In 2025, the European Securities and Markets Authority (ESMA) performed a Common Supervisory Action (CSA) exercise on the establishment of effective compliance and internal audit functions in the investment management sector. On 11 May 2026, ESMA published its Final Report on “2025 CSA on compliance and internal audit functions of fund managers” summarising its key findings and including a list of good and poor practices identified by regulators during the exercise.

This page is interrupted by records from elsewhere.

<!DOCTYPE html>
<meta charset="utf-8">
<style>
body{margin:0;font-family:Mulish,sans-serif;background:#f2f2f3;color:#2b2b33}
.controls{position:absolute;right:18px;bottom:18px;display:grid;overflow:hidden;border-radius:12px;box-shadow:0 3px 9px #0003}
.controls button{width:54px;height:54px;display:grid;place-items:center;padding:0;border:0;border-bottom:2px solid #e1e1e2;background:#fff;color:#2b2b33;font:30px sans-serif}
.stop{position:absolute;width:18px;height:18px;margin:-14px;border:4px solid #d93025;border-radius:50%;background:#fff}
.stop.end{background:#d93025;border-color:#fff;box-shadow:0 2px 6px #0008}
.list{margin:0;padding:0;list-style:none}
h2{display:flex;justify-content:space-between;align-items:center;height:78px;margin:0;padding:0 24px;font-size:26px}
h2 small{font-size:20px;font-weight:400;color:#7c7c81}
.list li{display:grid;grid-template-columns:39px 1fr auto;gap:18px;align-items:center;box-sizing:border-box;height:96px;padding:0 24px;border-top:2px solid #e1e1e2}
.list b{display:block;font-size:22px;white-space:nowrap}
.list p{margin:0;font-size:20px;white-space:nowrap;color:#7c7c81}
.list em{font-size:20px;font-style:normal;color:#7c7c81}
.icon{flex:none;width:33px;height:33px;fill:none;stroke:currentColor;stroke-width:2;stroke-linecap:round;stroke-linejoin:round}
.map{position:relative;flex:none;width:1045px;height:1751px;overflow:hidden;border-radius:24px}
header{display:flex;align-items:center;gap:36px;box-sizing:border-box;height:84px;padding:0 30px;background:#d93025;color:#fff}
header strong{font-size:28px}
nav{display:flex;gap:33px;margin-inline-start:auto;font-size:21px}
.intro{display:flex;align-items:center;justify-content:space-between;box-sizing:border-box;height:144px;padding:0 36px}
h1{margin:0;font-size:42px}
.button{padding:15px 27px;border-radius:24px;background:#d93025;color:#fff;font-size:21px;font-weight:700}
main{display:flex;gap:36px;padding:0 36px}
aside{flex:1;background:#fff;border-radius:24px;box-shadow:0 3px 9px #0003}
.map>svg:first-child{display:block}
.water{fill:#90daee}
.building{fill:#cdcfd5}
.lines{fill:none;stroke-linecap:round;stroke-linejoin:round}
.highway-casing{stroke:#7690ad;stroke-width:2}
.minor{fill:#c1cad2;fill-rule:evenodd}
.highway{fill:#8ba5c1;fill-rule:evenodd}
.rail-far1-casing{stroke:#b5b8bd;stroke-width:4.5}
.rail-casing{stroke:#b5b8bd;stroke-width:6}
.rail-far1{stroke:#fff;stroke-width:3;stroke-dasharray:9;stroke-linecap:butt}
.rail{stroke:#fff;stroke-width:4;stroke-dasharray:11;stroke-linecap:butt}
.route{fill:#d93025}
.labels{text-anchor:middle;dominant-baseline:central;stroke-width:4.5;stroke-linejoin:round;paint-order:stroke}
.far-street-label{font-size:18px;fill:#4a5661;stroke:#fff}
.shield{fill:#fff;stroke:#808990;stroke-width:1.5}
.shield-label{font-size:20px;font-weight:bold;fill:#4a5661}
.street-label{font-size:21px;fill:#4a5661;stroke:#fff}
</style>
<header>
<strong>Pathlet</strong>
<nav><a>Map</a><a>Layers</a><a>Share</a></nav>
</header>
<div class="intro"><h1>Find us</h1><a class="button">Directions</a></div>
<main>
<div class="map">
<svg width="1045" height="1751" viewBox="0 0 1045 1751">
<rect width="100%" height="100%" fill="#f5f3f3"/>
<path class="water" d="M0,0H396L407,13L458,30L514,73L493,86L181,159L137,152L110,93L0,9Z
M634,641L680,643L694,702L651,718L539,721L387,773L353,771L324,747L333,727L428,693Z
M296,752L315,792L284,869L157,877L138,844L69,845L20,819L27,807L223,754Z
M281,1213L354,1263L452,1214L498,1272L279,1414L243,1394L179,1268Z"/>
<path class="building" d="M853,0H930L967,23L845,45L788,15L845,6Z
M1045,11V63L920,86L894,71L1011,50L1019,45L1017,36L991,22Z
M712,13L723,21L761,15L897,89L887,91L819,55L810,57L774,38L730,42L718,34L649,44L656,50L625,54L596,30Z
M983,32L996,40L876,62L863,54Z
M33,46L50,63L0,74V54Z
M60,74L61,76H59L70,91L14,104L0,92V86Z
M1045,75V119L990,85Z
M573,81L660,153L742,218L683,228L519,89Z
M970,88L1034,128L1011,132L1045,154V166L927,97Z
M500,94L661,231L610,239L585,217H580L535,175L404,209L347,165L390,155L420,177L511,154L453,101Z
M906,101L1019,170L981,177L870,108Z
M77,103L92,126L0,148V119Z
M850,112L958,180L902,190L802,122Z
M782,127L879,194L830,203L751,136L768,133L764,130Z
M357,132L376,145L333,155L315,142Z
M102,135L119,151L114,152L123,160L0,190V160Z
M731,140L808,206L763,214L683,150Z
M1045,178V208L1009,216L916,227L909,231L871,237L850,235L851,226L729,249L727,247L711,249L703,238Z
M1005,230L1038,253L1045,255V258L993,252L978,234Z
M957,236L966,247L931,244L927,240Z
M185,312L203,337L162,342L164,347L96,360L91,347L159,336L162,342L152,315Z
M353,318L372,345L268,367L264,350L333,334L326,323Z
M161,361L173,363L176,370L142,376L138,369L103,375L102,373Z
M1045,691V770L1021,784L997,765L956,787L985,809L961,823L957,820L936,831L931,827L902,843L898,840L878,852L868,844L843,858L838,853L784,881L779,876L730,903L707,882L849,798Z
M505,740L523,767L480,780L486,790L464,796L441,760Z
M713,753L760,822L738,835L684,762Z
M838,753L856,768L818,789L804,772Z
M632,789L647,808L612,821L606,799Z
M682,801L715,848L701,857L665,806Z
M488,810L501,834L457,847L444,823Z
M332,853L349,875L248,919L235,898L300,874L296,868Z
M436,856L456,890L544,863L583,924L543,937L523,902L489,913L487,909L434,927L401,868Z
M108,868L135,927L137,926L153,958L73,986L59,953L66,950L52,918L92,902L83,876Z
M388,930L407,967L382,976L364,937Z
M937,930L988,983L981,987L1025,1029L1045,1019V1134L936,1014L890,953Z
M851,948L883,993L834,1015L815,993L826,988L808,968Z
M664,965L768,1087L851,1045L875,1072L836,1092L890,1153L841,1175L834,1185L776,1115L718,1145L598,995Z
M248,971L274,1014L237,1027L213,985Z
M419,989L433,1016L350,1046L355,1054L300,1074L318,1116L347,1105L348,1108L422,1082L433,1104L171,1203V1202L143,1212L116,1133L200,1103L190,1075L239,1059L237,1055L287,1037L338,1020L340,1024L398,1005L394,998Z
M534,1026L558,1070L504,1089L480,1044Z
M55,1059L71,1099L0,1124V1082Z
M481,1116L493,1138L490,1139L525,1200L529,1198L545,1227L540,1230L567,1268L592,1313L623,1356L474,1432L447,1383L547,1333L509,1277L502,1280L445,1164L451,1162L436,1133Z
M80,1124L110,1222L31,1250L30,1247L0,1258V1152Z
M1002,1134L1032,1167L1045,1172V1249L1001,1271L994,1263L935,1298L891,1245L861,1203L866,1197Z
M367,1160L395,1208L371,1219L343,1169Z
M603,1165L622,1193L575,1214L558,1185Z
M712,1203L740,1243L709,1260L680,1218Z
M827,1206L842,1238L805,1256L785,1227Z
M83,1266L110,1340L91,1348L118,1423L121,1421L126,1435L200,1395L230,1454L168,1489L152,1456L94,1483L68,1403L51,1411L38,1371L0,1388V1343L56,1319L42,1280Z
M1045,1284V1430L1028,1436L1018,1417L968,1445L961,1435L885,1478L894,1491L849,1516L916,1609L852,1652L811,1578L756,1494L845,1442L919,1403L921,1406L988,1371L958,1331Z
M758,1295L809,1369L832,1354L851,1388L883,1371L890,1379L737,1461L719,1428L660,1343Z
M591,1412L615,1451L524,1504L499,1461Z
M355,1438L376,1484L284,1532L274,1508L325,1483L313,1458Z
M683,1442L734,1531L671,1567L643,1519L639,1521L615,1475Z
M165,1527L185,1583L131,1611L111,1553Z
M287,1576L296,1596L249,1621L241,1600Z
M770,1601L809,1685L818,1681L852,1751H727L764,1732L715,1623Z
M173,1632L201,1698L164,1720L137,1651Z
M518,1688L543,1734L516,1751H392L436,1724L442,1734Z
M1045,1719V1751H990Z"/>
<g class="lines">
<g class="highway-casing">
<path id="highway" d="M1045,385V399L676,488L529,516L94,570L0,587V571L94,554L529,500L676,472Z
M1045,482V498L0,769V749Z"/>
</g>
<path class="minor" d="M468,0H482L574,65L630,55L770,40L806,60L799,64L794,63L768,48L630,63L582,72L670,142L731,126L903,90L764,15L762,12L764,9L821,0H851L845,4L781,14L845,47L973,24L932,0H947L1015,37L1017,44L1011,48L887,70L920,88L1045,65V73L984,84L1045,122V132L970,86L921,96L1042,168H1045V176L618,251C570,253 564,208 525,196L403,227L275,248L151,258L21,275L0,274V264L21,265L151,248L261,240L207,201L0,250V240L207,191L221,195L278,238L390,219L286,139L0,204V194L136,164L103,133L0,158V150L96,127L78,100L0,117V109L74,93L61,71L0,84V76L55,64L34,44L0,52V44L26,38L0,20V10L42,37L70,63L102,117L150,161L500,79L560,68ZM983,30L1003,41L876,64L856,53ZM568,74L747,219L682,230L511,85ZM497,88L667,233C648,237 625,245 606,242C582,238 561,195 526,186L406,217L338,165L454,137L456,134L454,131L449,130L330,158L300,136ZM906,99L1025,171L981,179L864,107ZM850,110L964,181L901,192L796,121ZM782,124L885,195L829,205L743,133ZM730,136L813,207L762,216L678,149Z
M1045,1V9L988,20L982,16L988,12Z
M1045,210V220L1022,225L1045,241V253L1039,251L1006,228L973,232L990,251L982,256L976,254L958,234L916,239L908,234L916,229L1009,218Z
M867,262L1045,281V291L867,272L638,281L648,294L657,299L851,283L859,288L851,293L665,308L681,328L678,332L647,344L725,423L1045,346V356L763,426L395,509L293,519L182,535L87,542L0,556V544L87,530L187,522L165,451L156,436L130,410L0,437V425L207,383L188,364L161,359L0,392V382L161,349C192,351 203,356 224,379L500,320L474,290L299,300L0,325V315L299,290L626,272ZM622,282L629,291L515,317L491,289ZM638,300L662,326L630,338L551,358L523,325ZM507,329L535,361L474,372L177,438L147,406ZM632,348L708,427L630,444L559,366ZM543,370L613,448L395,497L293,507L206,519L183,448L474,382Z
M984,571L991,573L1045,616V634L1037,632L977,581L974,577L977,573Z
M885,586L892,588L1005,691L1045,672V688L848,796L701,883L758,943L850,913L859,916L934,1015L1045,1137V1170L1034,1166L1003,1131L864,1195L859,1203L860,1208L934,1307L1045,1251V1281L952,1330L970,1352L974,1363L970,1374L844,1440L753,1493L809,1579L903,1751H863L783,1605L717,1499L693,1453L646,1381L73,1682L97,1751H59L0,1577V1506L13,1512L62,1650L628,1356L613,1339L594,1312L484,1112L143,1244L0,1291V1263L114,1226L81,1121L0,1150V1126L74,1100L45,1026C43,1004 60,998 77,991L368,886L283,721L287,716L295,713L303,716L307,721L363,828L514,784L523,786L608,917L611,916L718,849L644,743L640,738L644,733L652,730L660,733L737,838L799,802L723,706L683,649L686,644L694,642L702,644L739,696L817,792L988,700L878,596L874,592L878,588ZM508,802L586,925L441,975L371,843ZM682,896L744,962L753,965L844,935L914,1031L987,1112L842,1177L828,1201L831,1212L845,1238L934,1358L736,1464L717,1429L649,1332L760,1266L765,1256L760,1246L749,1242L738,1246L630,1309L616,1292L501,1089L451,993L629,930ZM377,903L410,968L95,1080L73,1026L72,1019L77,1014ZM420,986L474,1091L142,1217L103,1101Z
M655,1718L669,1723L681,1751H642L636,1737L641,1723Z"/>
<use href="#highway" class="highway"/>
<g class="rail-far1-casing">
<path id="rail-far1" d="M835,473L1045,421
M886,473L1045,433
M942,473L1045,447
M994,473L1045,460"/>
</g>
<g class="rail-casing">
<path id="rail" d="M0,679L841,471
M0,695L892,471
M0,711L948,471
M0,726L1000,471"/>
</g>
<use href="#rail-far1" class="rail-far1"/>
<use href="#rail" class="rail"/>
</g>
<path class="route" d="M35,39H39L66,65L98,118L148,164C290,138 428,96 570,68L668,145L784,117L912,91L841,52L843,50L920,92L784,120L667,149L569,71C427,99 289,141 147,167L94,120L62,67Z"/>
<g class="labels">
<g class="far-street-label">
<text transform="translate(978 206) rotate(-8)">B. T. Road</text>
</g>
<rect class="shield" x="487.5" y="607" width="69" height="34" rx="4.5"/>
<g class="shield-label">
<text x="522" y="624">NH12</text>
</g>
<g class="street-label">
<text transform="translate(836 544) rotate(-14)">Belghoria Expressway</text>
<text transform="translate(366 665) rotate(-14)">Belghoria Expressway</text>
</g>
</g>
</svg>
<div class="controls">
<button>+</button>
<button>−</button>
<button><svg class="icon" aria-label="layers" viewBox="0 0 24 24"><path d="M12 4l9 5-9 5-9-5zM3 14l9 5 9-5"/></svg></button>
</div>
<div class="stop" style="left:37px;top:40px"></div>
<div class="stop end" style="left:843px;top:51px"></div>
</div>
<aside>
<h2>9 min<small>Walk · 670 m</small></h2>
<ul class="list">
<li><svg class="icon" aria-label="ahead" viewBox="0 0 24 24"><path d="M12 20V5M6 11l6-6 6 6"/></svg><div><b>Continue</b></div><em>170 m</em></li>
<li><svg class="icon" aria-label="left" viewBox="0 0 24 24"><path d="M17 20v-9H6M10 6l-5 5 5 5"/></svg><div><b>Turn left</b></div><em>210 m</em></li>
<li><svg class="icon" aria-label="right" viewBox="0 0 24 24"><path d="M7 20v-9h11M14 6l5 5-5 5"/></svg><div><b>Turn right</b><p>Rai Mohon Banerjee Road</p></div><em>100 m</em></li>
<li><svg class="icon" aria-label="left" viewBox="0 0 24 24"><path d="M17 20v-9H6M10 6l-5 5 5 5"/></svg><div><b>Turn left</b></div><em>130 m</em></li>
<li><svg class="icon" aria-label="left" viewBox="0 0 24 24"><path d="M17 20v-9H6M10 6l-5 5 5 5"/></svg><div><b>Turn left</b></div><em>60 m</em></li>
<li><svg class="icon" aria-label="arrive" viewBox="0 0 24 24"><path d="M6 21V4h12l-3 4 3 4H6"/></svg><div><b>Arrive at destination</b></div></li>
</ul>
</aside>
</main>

While overall compliance levels are assessed to be satisfactory, a number of areas for improvement have been identified. Noting that the assessment guidelines prioritised UCITS and alternative investment funds (AIFs) with a retail investor base, ESMA’s views and conclusions focus on:
- ensuring that recordkeeping is appropriate and up to date;
- the importance of ensuring that compliance and internal audit are properly resourced and backed by the right organisational arrangements—ESMA highlights the fact that responsibility for ensuring that these functions operate compliantly lies with management, even when they are performed by third parties;
- giving the compliance function the necessary authority within the organisation, including a clearly defined escalation process in case of disagreement with operational units;
- verifying the independence of these functions;
- the importance of the compliance function receiving full and timely information in order to be able to monitor operational units;
- the risk that methodologies and tools provided by parent companies can potentially lead to an underestimation of local risk—i.e., risk must be looked at in context.
Thus, while the assessment represents an overall clean bill of health, it is also an indication of an ongoing need to revisit documentation, the granularity of the approach, independence, information flow and local ownership.